With imagination, creativity and careful execution, NASCAR managed to stage a full 36-race schedule in the Cup Series. The 2020 season was one of discovery, as NASCAR ran races without practice and qualifying, doubled up at certain tracks and held primetime events midweek.

“(On Sunday), when we crown a champion in our Cup Series, we will have run all our races,” Phelps said. “We did it through ways that, frankly, probably we didn’t think we could do, right?

“A bunch of midweek races. Three doubleheaders. No practice and qualifying. Things that were kind of significant in bedrock that we do, right? You come to the racetrack, you’re here for three days, you practice, you qualify, you’re on your way, right?

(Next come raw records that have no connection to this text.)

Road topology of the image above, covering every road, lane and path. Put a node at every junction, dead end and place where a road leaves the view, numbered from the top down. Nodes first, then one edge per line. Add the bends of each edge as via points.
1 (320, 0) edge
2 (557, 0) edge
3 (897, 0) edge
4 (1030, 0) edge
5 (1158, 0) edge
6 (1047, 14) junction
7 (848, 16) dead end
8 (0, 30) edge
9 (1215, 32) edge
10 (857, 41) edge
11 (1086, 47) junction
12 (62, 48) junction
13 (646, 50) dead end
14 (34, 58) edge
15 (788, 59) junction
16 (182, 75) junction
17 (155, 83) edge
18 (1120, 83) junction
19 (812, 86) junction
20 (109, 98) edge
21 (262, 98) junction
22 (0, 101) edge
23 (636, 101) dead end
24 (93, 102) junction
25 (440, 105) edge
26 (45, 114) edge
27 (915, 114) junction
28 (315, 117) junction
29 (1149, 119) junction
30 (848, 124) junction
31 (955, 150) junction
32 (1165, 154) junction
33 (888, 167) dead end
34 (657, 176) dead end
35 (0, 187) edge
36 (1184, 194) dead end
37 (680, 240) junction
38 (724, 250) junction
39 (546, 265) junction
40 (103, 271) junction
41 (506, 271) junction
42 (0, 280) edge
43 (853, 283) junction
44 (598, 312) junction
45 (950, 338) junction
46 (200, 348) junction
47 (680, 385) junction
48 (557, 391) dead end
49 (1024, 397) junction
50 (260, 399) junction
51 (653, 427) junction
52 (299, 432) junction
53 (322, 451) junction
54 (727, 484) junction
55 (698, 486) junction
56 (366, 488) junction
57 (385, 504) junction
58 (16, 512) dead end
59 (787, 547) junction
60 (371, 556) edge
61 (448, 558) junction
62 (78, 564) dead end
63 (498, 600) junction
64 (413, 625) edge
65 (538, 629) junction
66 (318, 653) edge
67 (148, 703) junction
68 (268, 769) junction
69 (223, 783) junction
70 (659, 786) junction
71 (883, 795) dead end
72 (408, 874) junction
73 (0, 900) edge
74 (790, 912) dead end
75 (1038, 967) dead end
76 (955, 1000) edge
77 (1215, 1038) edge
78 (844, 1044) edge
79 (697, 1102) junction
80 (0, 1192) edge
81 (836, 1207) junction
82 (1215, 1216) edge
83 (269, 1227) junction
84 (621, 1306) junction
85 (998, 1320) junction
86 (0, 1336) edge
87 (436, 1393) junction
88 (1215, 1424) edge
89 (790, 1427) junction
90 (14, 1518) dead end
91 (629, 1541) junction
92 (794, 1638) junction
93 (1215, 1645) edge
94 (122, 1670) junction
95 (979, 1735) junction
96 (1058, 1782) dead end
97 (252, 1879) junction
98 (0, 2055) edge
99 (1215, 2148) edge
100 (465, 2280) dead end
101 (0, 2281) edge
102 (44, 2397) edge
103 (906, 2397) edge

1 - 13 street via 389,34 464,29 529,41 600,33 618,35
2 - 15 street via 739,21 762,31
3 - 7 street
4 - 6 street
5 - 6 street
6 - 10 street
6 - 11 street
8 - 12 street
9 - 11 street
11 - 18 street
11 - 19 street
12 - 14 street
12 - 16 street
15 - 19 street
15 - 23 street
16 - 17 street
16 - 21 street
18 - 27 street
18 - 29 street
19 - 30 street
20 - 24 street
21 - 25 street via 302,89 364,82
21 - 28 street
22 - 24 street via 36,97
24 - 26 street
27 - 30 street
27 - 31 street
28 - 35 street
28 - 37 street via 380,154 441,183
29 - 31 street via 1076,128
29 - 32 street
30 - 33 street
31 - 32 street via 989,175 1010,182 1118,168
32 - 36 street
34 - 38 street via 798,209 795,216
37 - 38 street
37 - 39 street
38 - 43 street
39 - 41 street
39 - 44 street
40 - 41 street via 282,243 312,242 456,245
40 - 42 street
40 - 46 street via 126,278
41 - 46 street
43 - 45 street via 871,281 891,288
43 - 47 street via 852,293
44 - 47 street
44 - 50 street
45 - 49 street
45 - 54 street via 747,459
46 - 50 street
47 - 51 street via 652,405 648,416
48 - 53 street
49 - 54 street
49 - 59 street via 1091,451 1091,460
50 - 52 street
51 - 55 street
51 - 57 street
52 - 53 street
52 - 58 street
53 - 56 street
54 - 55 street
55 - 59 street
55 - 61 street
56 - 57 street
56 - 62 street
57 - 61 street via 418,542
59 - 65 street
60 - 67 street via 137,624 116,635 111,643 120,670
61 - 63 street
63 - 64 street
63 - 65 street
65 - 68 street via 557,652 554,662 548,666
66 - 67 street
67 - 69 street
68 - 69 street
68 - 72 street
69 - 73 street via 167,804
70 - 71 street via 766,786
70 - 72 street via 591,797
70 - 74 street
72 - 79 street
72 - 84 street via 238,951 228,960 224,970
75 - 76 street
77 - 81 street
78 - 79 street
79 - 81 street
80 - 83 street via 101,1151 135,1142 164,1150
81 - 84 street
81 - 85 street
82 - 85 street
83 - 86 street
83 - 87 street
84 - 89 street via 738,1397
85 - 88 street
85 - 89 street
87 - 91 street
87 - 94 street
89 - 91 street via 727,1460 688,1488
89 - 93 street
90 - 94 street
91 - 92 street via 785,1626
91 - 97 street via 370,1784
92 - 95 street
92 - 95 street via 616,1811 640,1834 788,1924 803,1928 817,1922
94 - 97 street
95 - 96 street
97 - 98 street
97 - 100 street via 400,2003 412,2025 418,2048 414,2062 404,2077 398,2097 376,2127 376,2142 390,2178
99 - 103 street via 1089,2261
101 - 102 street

“For us to be the first sport back without fans initially on May 17th in Darlington, to the first sport back with fans, I think it’s an extraordinary achievement.”

RELATED: Power Index ranking the Championship 4 | NASCAR reveals 2021 schedule

After champions in the top three national series are crowned this weekend at Phoenix Raceway, NASCAR faces considerable uncertainty as the 2021 season approaches, as do all sports. The Daytona 500 is scheduled for Feb. 14, 2021, but how the landscape will look at that point is still a major unknown.

“I think I would say, not just for the 500 but for our entire schedule, we have this incredible schedule that has been put together leading off with the Daytona 500 on February 14th,” Phelps said. “Do I believe we’re going to have fans in the stands? I do. What percentage of fans in the stands? I’m not sure. Will we have folks in the garage, fans in the garage? I don’t know. What I would say is I can’t wait till we do have fans back in the garage.

“The hallmark of our sport is about accessibility to the garage, accessibility to the drivers, the crews. We don’t have that. We don’t have that because we need to keep people safe. That’s the only way we’re going to run a race is if we’re going to keep people safe.”

To achieve that objective with respect to the competitors, NASCAR adopted one-day shows for each series to minimize the possibility of exposure to the virus. Next year, 28 of the 36 Cup Series points races will be one-day shows. That will change to some degree in 2022 when the new Next Gen race car hits the track.  

“I would say whatever mad scientist would come up with a one day show would have been shot down pretty quickly,” Phelps said. “Really, it was from the pandemic. Really, it was from the industry coming together and saying, ‘Can you do it at race tracks, from an officiating standpoint?’ The resounding answer was yes, obviously.

“The great news is that the racing, again, arguably is as good as it’s ever been. We have 28 one-day shows next year, eight that we do not, (where) we’re going to have practice and qualifying. What does that look like in ’22 as we unveil a new car? Probably a lot more practice and qualifying. How much, and what does it look like? Really, it will be determined when we get a little closer to that particular season.”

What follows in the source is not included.